Janusz Góra – dyrektor Akademii Piłkarskiej Śląska Wrocław - przed laty jako piłkarz występował w zespole SSV Ulm. Do drużyny, która występowała wtedy na trzecim poziomie rozgrywek w Niemczech, Polaka ściągnął obecny selekcjoner reprezentacji Austrii - Ralf Rangnick. O to, jak pracowało się pod okiem wybitnego taktyka, Janusza Górę pytał Patryk Serwański.
Janusz Góra z Polski wyjechał późno. Zamienił Śląsk Wrocław na Stuttgarter Kickers w wieku 29 lat. Po paru latach gry w tym klubie myślał już o końcu kariery. Wszystko zmienił transfer do SSV Ulm, inspirowany właśnie przez Ralfa Rangnicka. Dzięki temu Góra rozegrał 25 meczów w Bundeslidze.

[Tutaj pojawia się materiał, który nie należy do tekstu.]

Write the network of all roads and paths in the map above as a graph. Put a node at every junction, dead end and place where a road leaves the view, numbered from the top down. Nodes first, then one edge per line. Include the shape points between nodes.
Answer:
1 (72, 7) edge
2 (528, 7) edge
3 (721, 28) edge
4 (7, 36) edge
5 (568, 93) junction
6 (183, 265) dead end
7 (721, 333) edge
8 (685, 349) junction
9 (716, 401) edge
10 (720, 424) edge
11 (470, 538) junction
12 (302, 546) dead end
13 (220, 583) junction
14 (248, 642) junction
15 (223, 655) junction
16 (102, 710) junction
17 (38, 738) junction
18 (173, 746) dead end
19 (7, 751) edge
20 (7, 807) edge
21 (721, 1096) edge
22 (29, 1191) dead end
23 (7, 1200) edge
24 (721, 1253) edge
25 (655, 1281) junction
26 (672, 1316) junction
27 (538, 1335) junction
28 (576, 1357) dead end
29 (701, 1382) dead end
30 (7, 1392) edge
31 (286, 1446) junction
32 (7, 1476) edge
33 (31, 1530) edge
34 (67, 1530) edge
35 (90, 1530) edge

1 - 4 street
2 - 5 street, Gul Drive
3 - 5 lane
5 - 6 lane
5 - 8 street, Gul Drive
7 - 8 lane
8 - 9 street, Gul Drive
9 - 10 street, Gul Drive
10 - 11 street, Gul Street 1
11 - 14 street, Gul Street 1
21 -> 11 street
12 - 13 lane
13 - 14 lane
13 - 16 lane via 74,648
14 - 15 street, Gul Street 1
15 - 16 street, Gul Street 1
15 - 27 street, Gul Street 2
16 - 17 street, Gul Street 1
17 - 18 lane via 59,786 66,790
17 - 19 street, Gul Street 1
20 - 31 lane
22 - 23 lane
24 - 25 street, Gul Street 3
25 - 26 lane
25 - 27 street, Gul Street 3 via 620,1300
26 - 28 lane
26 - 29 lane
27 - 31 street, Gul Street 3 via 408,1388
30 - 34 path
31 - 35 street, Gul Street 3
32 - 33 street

Twoja przeglądarka nie obsługuje standardu HTML5 dla audio
Dawne czasy... Miałem taką możliwość i satysfakcję z tego, że mogłem pracować z takim trenerem. Dawno temu Rangnick zaczął wprowadzać grę czwórką obrońców. Był pod tym względem prekursorem w Niemczech. Do tego dochodziła intensywność, z jaką chciał grać. Mieliśmy grać intensywnie i dążyć do szybkiej finalizacji naszych akcji. Współpraca z trenerem układała mi się super. Wszystko wyjaśnił mi przed moim przejściem do Ulm. Zapewne wybrał mnie dlatego, że pasowałem do jego układanki. Naszym celem był awans do 2.Bundesligi. Później od razu awansowaliśmy do pierwszej. Wszystko to dzięki trenerowi Rangnickowi, który prowadził zespół na zasadzie szybkiego odbioru piłki, reakcji po stracie piłki. To aspekty dziś będące codziennością w futbolu. W reprezentacji Austrii te wszystkie aspekty doskonale widać - tłumaczy.

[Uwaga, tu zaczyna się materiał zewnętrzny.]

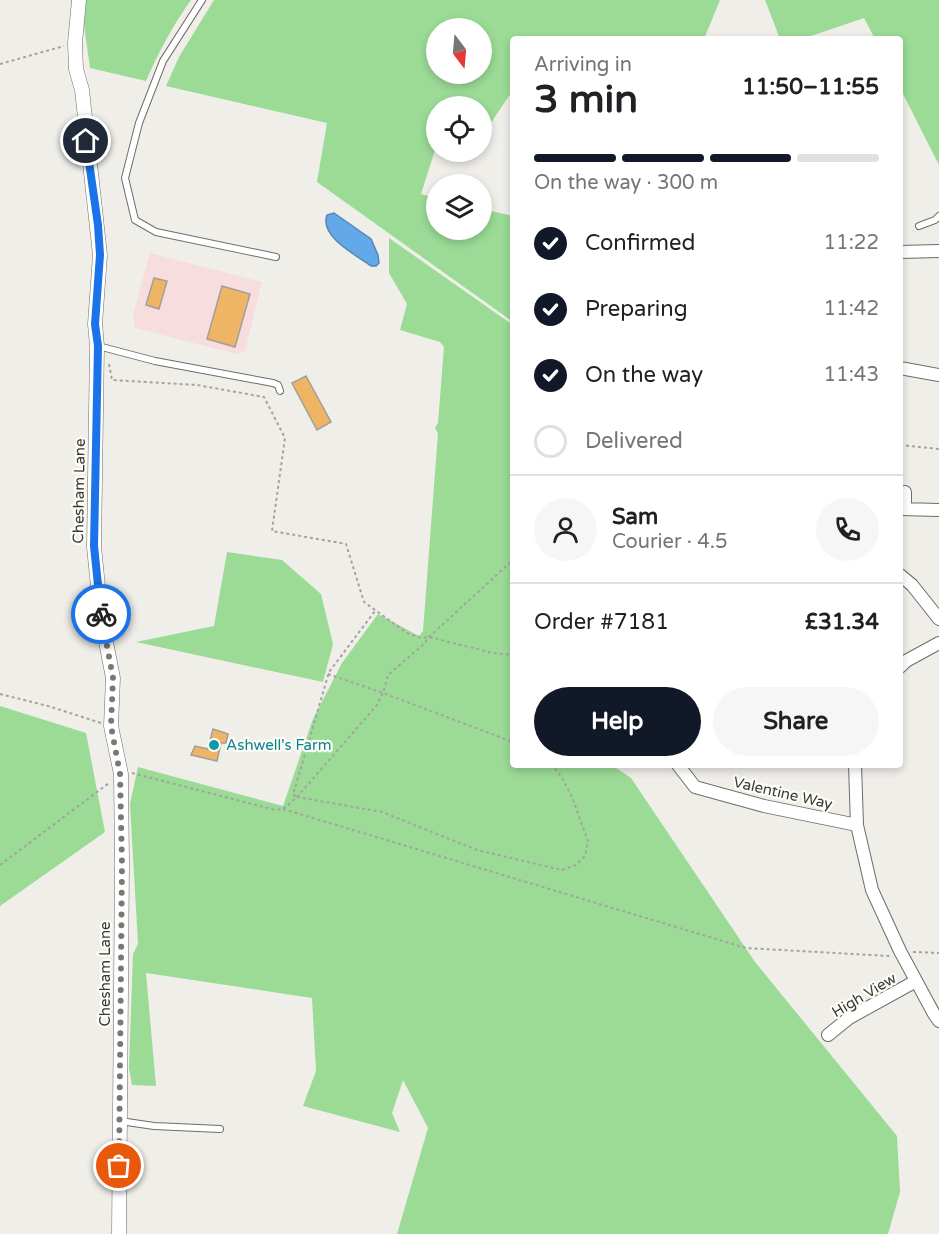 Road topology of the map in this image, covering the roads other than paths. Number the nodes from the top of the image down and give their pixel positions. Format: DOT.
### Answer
graph roads {
  1 [pos="79,0"];
  2 [pos="202,0"];
  3 [pos="939,216"];
  4 [pos="919,226"];
  5 [pos="939,250"];
  6 [pos="903,252"];
  7 [pos="276,257"];
  8 [pos="102,346"];
  9 [pos="903,369"];
  10 [pos="939,375"];
  11 [pos="280,391"];
  12 [pos="905,492"];
  13 [pos="903,509"];
  14 [pos="939,510"];
  15 [pos="903,577"];
  16 [pos="939,620"];
  17 [pos="939,643"];
  18 [pos="903,665"];
  19 [pos="680,768"];
  20 [pos="855,768"];
  21 [pos="857,825"];
  22 [pos="916,981"];
  23 [pos="939,1021"];
  24 [pos="828,1035"];
  25 [pos="120,1121"];
  26 [pos="220,1129"];
  27 [pos="119,1234"];
  1 -- 8 [label="street, Chesham Lane"];
  2 -- 7 [label="lane"];
  3 -- 4 [label="lane"];
  5 -- 6 [label="street"];
  8 -- 11 [label="lane"];
  8 -- 25 [label="street, Chesham Lane"];
  9 -- 10 [label="street"];
  12 -- 13 [label="street"];
  13 -- 14 [label="street"];
  15 -- 16 [label="street"];
  17 -- 18 [label="street"];
  19 -- 21 [label="street, Valentine Way"];
  20 -- 21 [label="street"];
  21 -- 22 [label="street"];
  22 -- 23 [label="street"];
  22 -- 24 [label="street, High View"];
  25 -- 26 [label="lane"];
  25 -- 27 [label="street, Chesham Lane"];
} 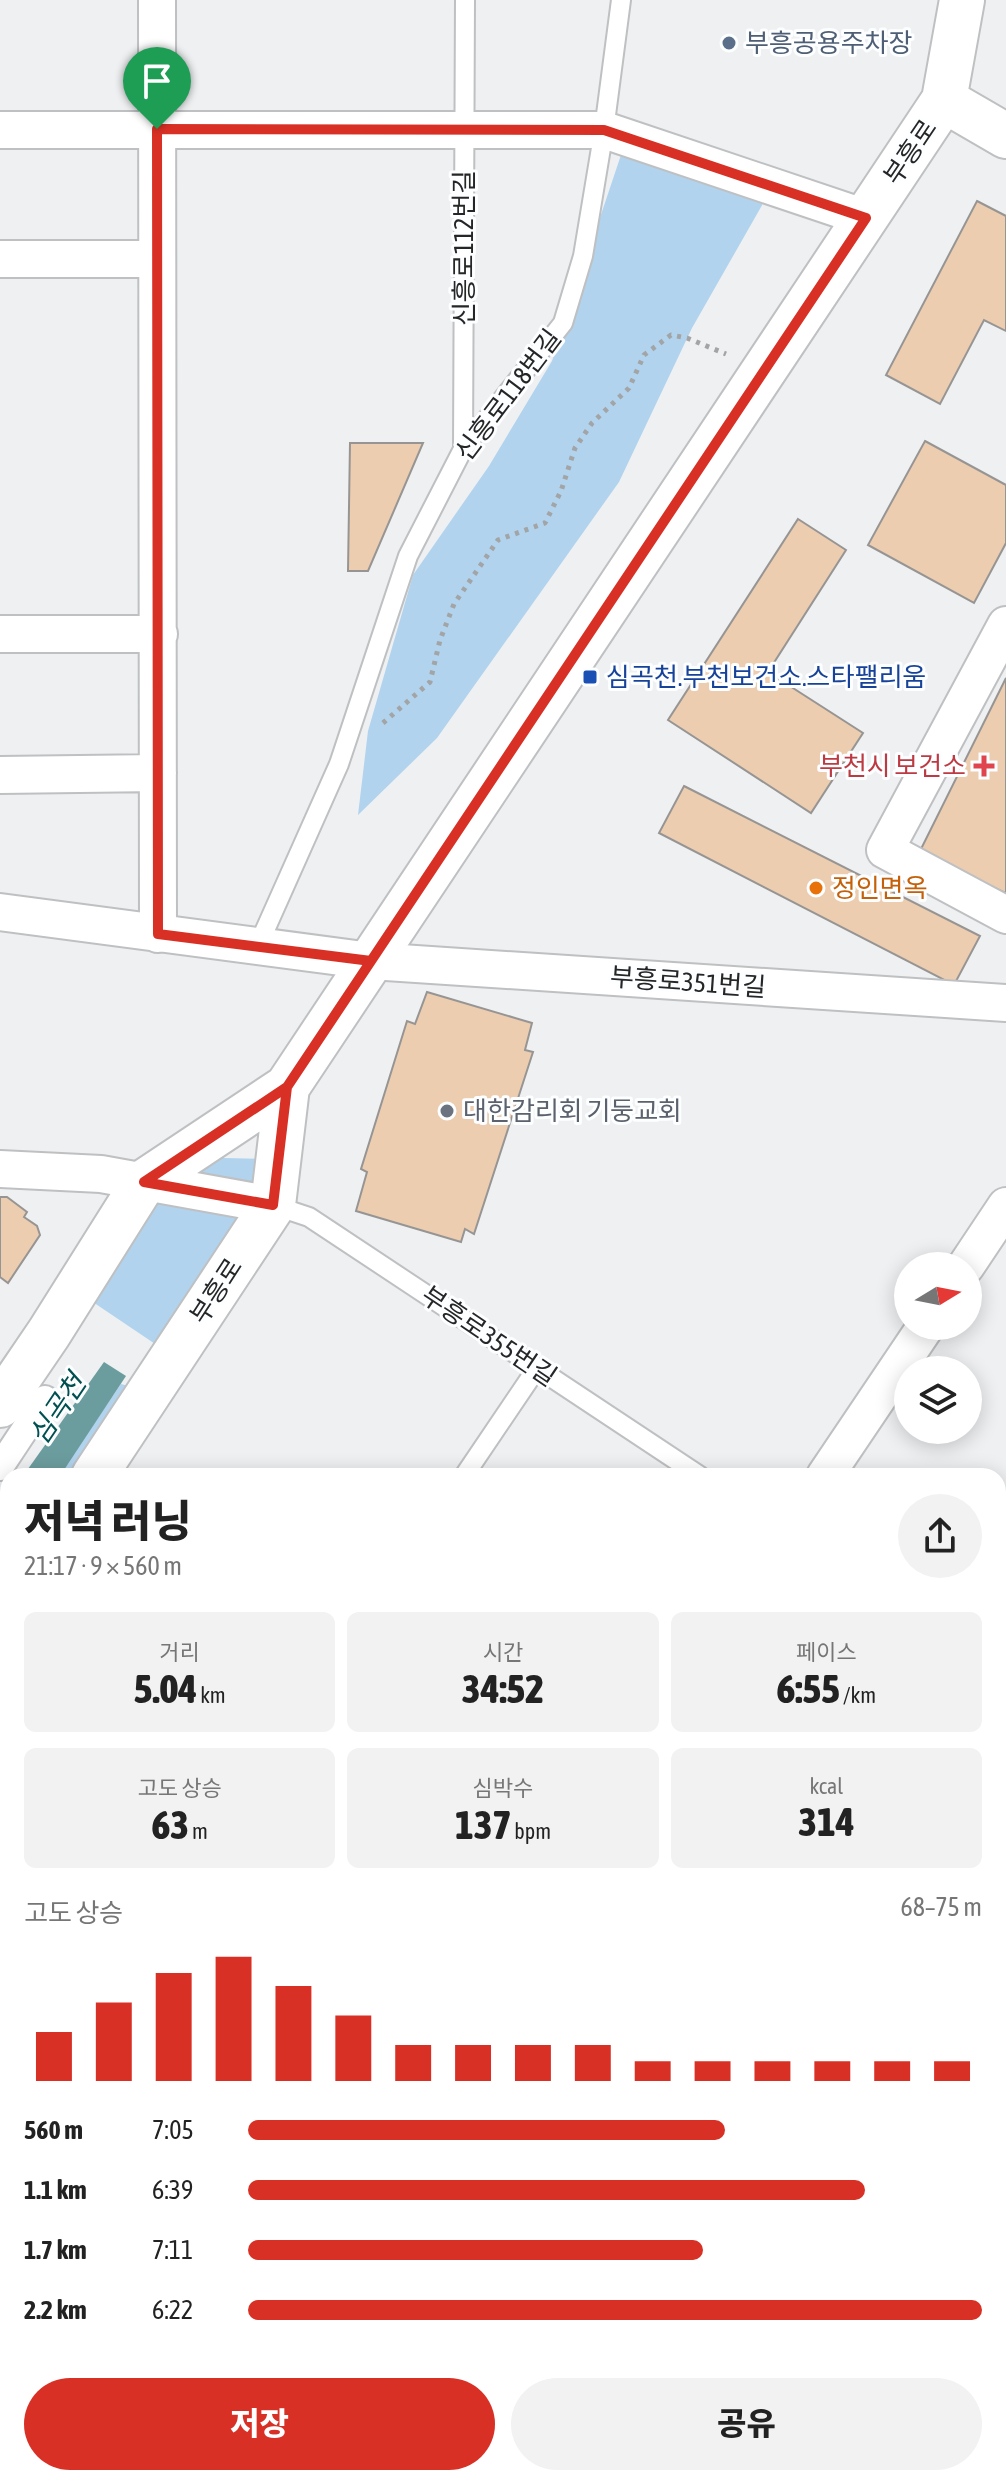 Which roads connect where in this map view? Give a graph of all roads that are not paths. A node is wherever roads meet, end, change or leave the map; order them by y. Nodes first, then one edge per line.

Janusz Góra nie ukrywa, że wiele zawdzięcza Ralfowi Rangnickowi. Z SSV Ulm ostatecznie awansował do Bundesligi, choć wcześniej wahał się, czy nie kończyć z futbolem.

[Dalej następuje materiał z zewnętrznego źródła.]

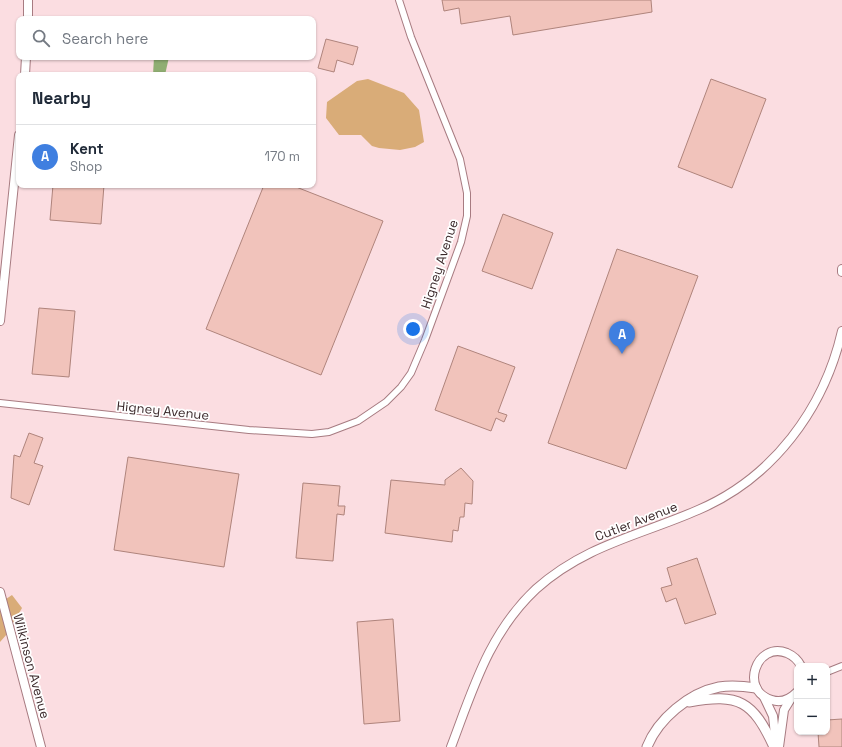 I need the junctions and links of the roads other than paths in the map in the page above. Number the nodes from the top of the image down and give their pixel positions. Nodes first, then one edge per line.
1 (28, 0) edge
2 (399, 0) edge
3 (28, 16) edge
4 (26, 60) edge
5 (25, 72) edge
6 (16, 165) edge
7 (842, 269) edge
8 (842, 272) edge
9 (0, 321) edge
10 (842, 331) edge
11 (0, 403) edge
12 (0, 592) edge
13 (800, 663) edge
14 (842, 666) edge
15 (830, 671) edge
16 (756, 688) junction
17 (794, 695) edge
18 (794, 695) edge
19 (764, 697) junction
20 (684, 703) junction
21 (41, 747) edge
22 (451, 747) edge
23 (647, 747) edge
24 (777, 747) edge

1 - 3 street
2 - 11 street, Higney Avenue
4 - 5 street
6 - 9 street
7 - 8 street
10 - 22 street, Cutler Avenue
12 - 21 street, Wilkinson Avenue
13 - 16 street
14 - 15 street
16 - 19 street
16 - 20 main road
17 - 19 street
18 - 24 street
19 - 24 street
20 - 23 main road
20 - 24 main road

To, że zagrałem w 1. Bundeslidze, to zasługa Ralfa Rangnicka. Wcześniej występowałem w Stuttgart Kickers. Dochodziłem do siebie po operacji więzadeł krzyżowych. Szykowałem się do wyjazdu do Polski, pakowałem walizki. Miałem zamiar kończyć karierę. Trener przyjechał na jakiś mecz wewnętrzny do Stuttgartu, obserwował mnie i zaprosił na rozmowy do Ulm. Pojechałem i wyszedłem z niej podbudowany. Chciałem jeszcze czegoś w piłce spróbować. Długo się nie zastanawiałem. Skorzystałem z propozycji i przeżyłem taką trzecią młodość. Osiągnąłem duże sukcesy, jak na moją karierę. Wszystko dzięki drużynie Rangnicka. Patrząc na jego pracę, przygotowywałem się do pracy jako trener i dzięki niemu poznałem nowoczesne trendy. Później po jakiejś przerwie zaproponował mi przeniesienie się do Salzburga. Pracowałem tam w Akademii. Ta ścieżka trenerska dzięki niemu się wydłużyła. Zaczynałem w Ulm jako grający trener, prowadziłem drugą drużynę. Później był właśnie Red Bull Salzburg. Duży wpływ na to wszystko miał Rangnick - podkreśla dyrektor Akademii Piłkarskiej Śląska Wrocław.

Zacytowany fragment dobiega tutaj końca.